-- DATA TO PROCESS follows --

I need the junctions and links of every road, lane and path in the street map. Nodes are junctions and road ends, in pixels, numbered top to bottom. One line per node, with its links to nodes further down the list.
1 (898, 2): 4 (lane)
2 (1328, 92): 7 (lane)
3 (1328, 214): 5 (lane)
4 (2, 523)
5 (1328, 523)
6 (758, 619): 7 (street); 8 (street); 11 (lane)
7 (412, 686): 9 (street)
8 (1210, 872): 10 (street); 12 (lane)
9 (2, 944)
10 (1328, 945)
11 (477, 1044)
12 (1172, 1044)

-- DATA TO PROCESS concluded --
-- DATA TO PROCESS follows --

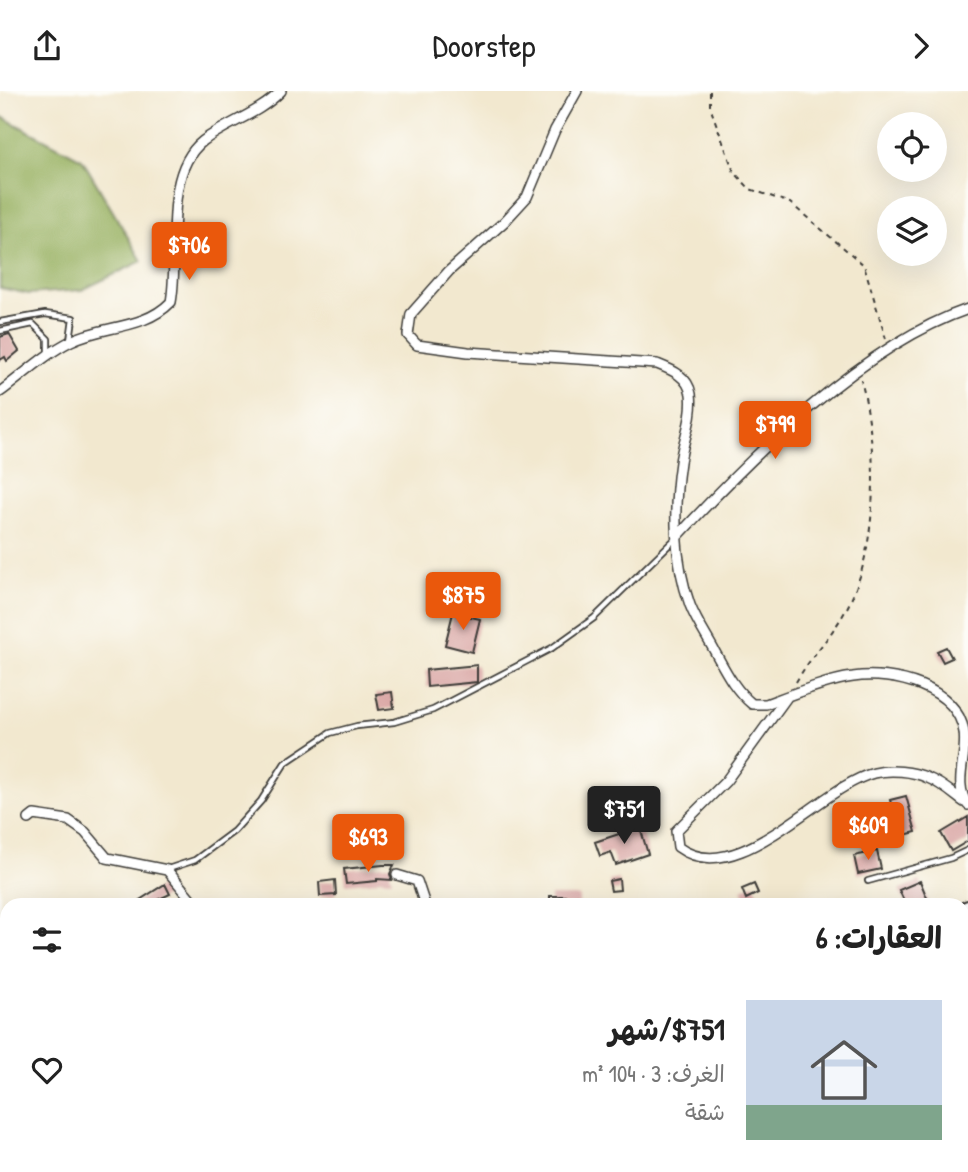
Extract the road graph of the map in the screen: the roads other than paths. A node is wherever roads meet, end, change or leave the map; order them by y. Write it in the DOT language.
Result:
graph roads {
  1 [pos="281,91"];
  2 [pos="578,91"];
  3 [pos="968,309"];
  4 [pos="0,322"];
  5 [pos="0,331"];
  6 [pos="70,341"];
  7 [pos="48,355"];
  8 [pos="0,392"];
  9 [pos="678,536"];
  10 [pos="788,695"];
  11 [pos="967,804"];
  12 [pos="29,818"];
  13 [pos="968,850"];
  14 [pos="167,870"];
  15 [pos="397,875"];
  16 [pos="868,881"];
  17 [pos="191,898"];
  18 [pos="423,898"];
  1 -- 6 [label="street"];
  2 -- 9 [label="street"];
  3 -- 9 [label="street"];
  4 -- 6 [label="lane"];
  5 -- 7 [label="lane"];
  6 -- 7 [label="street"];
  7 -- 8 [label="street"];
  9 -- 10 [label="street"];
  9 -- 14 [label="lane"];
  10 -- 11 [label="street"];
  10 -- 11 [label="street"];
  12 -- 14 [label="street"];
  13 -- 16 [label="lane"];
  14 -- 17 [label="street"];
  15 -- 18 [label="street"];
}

-- DATA TO PROCESS concluded --
-- DATA TO PROCESS follows --

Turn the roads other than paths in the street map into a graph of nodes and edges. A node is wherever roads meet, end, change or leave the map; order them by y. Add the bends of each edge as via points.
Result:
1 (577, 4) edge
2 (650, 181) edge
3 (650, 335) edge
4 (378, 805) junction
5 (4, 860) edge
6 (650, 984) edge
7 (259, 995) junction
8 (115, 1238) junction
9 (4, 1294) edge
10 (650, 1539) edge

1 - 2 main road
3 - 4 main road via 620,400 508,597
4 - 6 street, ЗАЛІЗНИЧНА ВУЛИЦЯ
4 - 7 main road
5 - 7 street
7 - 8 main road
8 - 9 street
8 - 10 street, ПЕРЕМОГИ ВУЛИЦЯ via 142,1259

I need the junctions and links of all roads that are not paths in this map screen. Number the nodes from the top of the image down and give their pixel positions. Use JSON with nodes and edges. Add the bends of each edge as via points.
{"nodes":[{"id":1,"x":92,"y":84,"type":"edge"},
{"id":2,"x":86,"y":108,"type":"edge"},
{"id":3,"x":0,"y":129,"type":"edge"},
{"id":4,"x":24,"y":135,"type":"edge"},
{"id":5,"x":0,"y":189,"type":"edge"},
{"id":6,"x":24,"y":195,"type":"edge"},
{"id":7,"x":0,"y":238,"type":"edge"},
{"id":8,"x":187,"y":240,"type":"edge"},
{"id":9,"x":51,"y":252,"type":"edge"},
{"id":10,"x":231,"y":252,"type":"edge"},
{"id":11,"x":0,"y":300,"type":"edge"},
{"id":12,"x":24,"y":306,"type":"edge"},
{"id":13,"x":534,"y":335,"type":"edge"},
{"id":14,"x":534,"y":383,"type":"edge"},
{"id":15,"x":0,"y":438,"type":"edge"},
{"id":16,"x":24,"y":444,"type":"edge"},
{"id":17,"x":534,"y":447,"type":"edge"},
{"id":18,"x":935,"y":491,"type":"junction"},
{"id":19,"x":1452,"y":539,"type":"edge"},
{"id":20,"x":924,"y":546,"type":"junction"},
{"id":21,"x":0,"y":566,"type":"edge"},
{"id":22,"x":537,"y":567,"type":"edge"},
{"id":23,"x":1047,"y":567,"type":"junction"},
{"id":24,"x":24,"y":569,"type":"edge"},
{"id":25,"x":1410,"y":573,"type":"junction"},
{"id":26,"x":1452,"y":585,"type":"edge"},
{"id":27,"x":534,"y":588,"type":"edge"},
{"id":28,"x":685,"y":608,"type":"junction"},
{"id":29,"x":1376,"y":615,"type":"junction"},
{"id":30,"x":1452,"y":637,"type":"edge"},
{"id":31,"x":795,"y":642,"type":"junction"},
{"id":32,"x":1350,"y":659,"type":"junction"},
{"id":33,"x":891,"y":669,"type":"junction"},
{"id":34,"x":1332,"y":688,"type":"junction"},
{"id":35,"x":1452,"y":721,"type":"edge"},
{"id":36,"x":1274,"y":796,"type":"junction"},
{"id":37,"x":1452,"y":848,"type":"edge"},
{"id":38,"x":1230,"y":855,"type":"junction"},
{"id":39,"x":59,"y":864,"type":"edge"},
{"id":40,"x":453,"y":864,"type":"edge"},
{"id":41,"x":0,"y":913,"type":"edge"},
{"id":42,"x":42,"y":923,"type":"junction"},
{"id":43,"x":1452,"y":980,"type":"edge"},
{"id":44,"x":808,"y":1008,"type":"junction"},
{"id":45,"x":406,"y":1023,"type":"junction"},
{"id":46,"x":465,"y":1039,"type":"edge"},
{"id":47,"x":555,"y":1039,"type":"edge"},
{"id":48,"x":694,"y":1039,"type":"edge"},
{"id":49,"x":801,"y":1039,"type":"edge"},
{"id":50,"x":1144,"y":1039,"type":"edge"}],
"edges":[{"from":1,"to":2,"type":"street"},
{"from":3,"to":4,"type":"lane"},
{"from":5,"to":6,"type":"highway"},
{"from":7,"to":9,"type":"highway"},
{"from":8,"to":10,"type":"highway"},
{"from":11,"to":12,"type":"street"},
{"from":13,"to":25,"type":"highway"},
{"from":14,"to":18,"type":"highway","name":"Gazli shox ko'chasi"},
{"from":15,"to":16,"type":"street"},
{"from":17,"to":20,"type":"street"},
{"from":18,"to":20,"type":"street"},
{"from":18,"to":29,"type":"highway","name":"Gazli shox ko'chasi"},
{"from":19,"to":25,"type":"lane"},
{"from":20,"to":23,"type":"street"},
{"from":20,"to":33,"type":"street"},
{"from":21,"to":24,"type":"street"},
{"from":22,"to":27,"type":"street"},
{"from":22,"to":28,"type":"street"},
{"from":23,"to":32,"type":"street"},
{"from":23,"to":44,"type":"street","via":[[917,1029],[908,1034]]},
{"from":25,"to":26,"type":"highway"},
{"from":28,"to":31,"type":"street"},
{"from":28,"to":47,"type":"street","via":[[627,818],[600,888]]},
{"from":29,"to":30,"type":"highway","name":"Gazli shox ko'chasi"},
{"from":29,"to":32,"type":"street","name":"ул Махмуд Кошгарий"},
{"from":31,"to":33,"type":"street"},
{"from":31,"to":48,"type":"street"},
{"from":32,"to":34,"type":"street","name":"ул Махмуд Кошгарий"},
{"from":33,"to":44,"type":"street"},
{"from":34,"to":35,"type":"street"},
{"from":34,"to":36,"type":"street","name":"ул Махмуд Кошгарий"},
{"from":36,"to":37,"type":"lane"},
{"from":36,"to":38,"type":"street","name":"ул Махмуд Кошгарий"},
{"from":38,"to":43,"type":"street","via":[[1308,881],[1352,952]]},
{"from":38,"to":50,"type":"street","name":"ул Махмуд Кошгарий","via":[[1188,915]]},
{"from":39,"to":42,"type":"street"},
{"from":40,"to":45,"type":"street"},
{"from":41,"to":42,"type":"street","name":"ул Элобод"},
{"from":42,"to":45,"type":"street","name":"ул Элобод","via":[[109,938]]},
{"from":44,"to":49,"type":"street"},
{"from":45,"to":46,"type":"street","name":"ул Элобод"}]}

-- DATA TO PROCESS concluded --

WORK INSTRUCTIONS
Please go through the listing and return each line that has "wherever" in it.

WRITTEN REPLY
Extract the road graph of the map in the screen: the roads other than paths. A node is wherever roads meet, end, change or leave the map; order them by y. Write it in the DOT language.
Turn the roads other than paths in the street map into a graph of nodes and edges. A node is wherever roads meet, end, change or leave the map; order them by y. Add the bends of each edge as via points.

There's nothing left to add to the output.